# The Missing Intercept

• March 29th 2009, 03:26 AM
Soroban
The Missing Intercept
The Missing Intercept

I posted this puzzle some time ago,
but no one provided a satisfactory answer.

Given: . $\begin{Bmatrix}x \:=\:\dfrac{1-t^2}{1+t^2} \\ \\[-3mm] y \:=\:\dfrac{2t}{1+t^2} \end{Bmatrix}$

We have the parametric equations of a unit circle.

Verification

Square: . $\begin{Bmatrix}x^2 \:=\:\dfrac{(1-t^2)^2}{(1+t^2)^2} & [1]\\ \\[-3mm] y^2 \:=\:\dfrac{(2t)^2}{(1+t^2)^2} & [2]\end{Bmatrix}$

Add [1] and [2]: . $x^2+y^2\:=\:\frac{1 - 2t^2 + t^4}{(1+t^2)^2} + \frac{4t^2}{(1+t^2)^2}$

$= \;\frac{1 + 2t^2+t^4}{(1+t^2)^2} \:=\:\frac{(1+t^2)^2}{(1+t^2)^2} \;=\;1$

Hence, a unit circle: . $x^2+y^2\:=\:1$

To find the $y$-intercepts, let $x = 0.$

$x = 0\!:\;\;\frac{1-t^2}{1+t^2}\:=\:0 \quad\Rightarrow\quad t \:=\:\pm1$

Hence, the $y$-intercepts are: . $(0,1),\;(0,\text{-}1)$

To find the $x$-intercepts, let $y = 0.$

$y = 0\!:\;\;\frac{2t}{1+t^2} \:=\:0 \quad\Rightarrow\quad t \:=\:0$

Hence, the $x$-intercept is: . $(1,0)$ ?

Where is the other $x$-intercept?

• March 29th 2009, 04:16 AM
running-gag
Hi

I don't know which answers have been given previously so I am trying (Happy)

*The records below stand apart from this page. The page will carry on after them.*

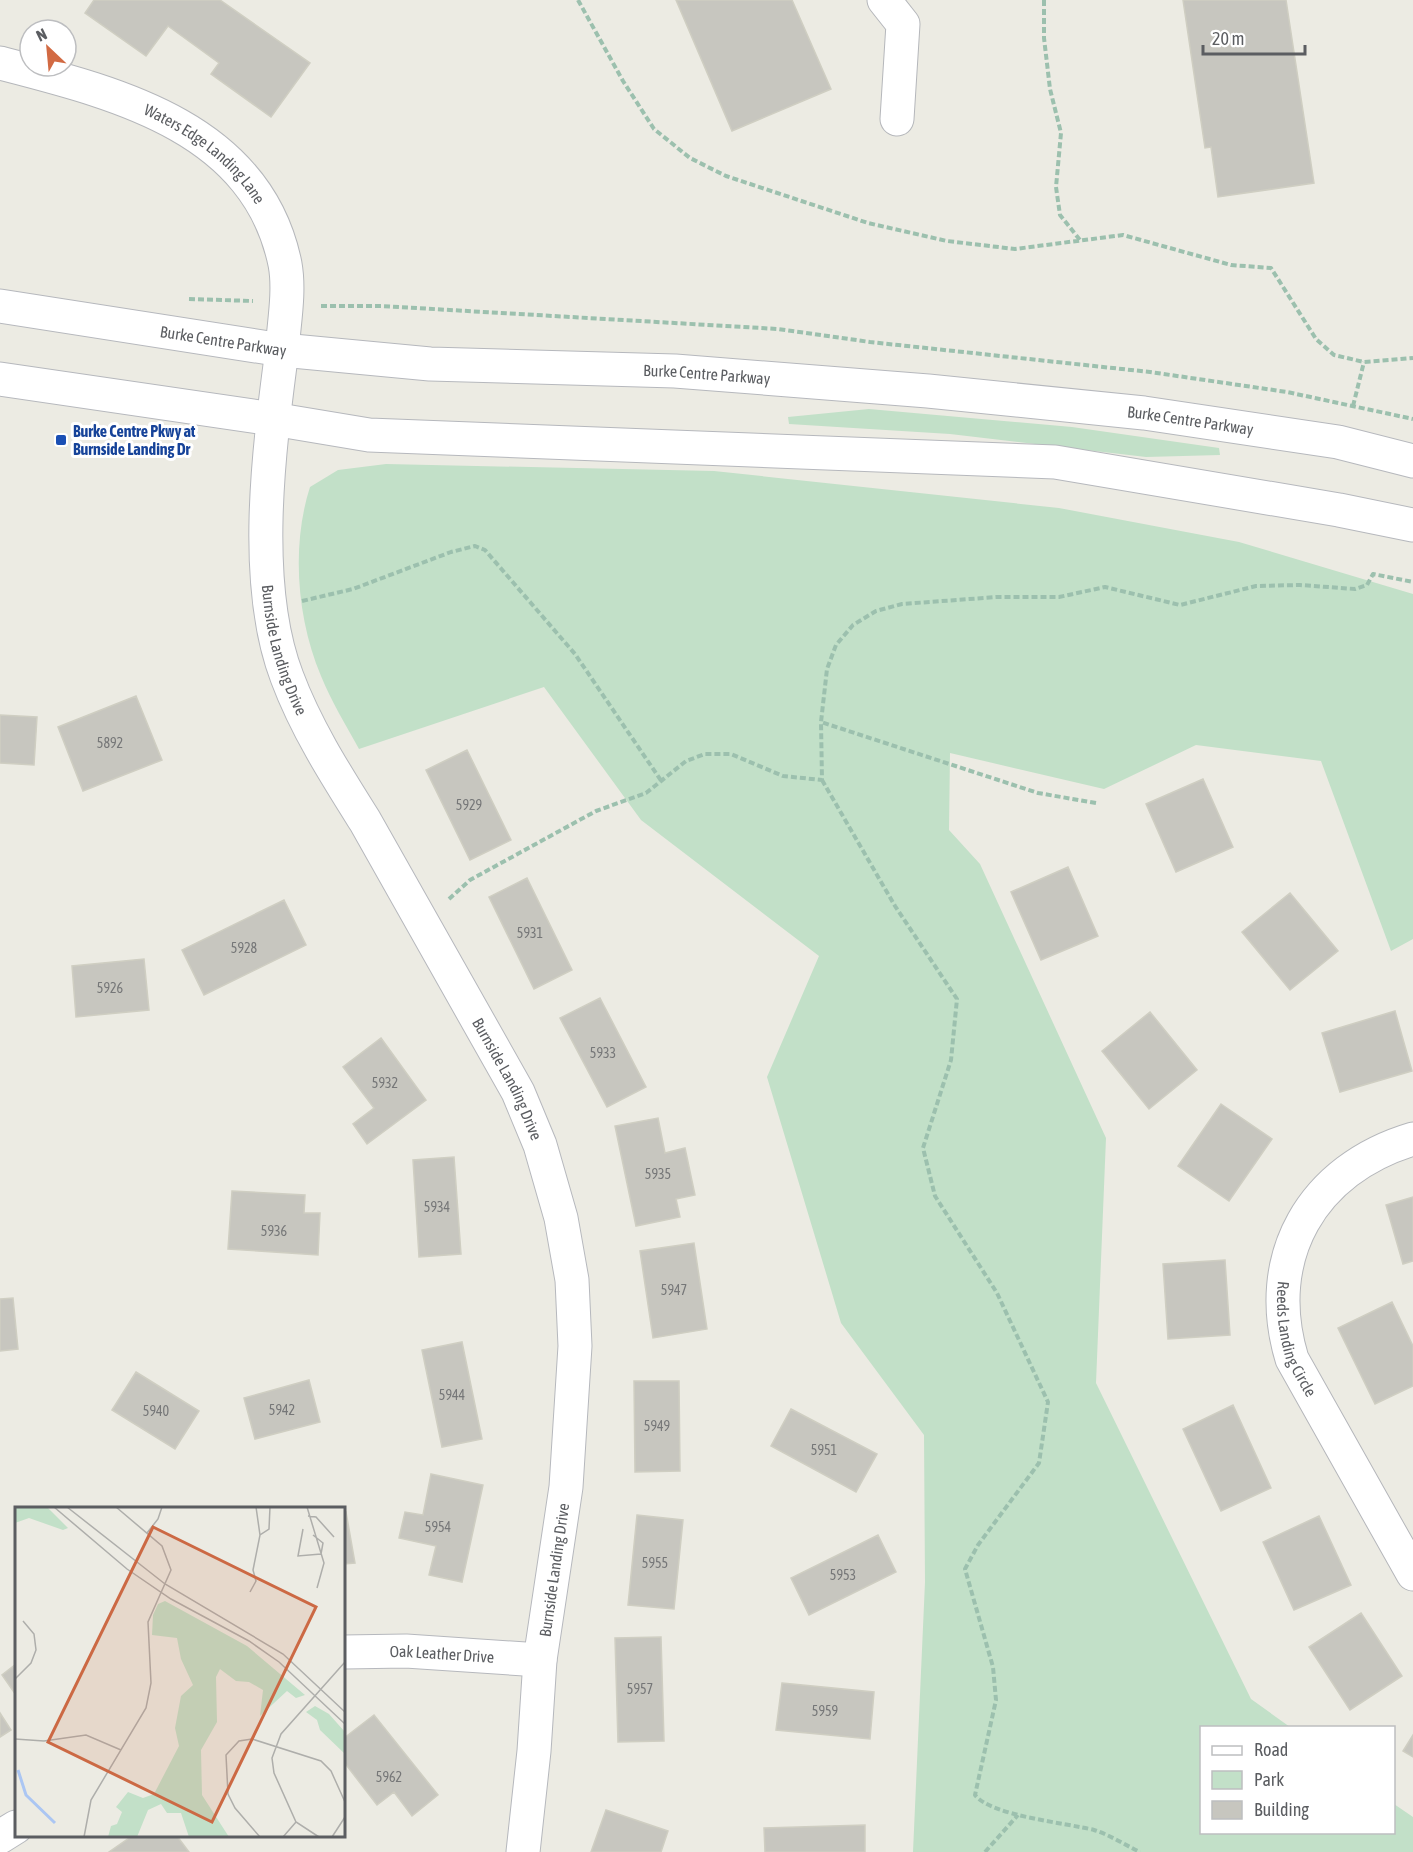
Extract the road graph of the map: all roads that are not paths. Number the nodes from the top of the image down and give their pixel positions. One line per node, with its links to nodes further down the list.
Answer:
1 (884, 0): 3 (street)
2 (0, 63): 5 (street, Waters Edge Landing Lane)
3 (897, 119)
4 (0, 306): 5 (street, Burke Centre Parkway)
5 (282, 351): 7 (street, Burnside Landing Drive); 8 (street, Burke Centre Parkway)
6 (0, 379): 7 (street)
7 (273, 419): 9 (street); 13 (street, Burnside Landing Drive)
8 (1413, 461)
9 (1413, 525)
10 (1413, 1139): 11 (street, Reeds Landing Circle)
11 (1413, 1574)
12 (345, 1652): 13 (street, Oak Leather Drive)
13 (540, 1660): 16 (street, Burnside Landing Drive)
14 (15, 1828): 15 (street)
15 (0, 1837)
16 (523, 1852)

Let E the set defined by $\begin{Bmatrix}x \:=\:\dfrac{1-t^2}{1+t^2} \\ \\[-3mm] y \:=\:\dfrac{2t}{1+t^2} \end{Bmatrix}$ for t real

By showing that $x^2+y^2=1$ you are proving that E is included in the unit circle, but not that it is equal to the unit circle. And it is not equal since the point (-1,0) is not inside E (there is no value of t such that x=-1 and y=0). Only if you are allowed to consider infinite values of t, you can find this point.
• March 29th 2009, 06:15 AM
CaptainBlack
Quote:

Originally Posted by Soroban
The Missing Intercept

I posted this puzzle some time ago,
but no one provided a satisfactory answer.

Given: . $\begin{Bmatrix}x \:=\:\dfrac{1-t^2}{1+t^2} \\ \\[-3mm] y \:=\:\dfrac{2t}{1+t^2} \end{Bmatrix}$

We have the parametric equations of a unit circle.

Verification

Square: . $\begin{Bmatrix}x^2 \:=\:\dfrac{(1-t^2)^2}{(1+t^2)^2} & [1]\\ \\[-3mm] y^2 \:=\:\dfrac{(2t)^2}{(1+t^2)^2} & [2]\end{Bmatrix}$

Add [1] and [2]: . $x^2+y^2\:=\:\frac{1 - 2t^2 + t^4}{(1+t^2)^2} + \frac{4t^2}{(1+t^2)^2}$

$= \;\frac{1 + 2t^2+t^4}{(1+t^2)^2} \:=\:\frac{(1+t^2)^2}{(1+t^2)^2} \;=\;1$

Hence, a unit circle: . $x^2+y^2\:=\:1$

To find the $y$-intercepts, let $x = 0.$

$x = 0\!:\;\;\frac{1-t^2}{1+t^2}\:=\:0 \quad\Rightarrow\quad t \:=\:\pm1$

Hence, the $y$-intercepts are: . $(0,1),\;(0,\text{-}1)$

To find the $x$-intercepts, let $y = 0.$

$y = 0\!:\;\;\frac{2t}{1+t^2} \:=\:0 \quad\Rightarrow\quad t \:=\:0$

Hence, the $x$-intercept is: . $(1,0)$ ?

Where is the other $x$-intercept?

Not much of a puzzle it's at $t=\pm\infty$ (or rather it's the limit point as $t \to \infty$ ) and there the point is $(-1,0)$. So the curve never reaches the second intercept and the curve is the unit circle with a hole at $(-1,0).$

CB
• March 29th 2009, 11:19 AM
Soroban

Thank you, running-gag and The Cap'n!

Those are the answers I was hoping for.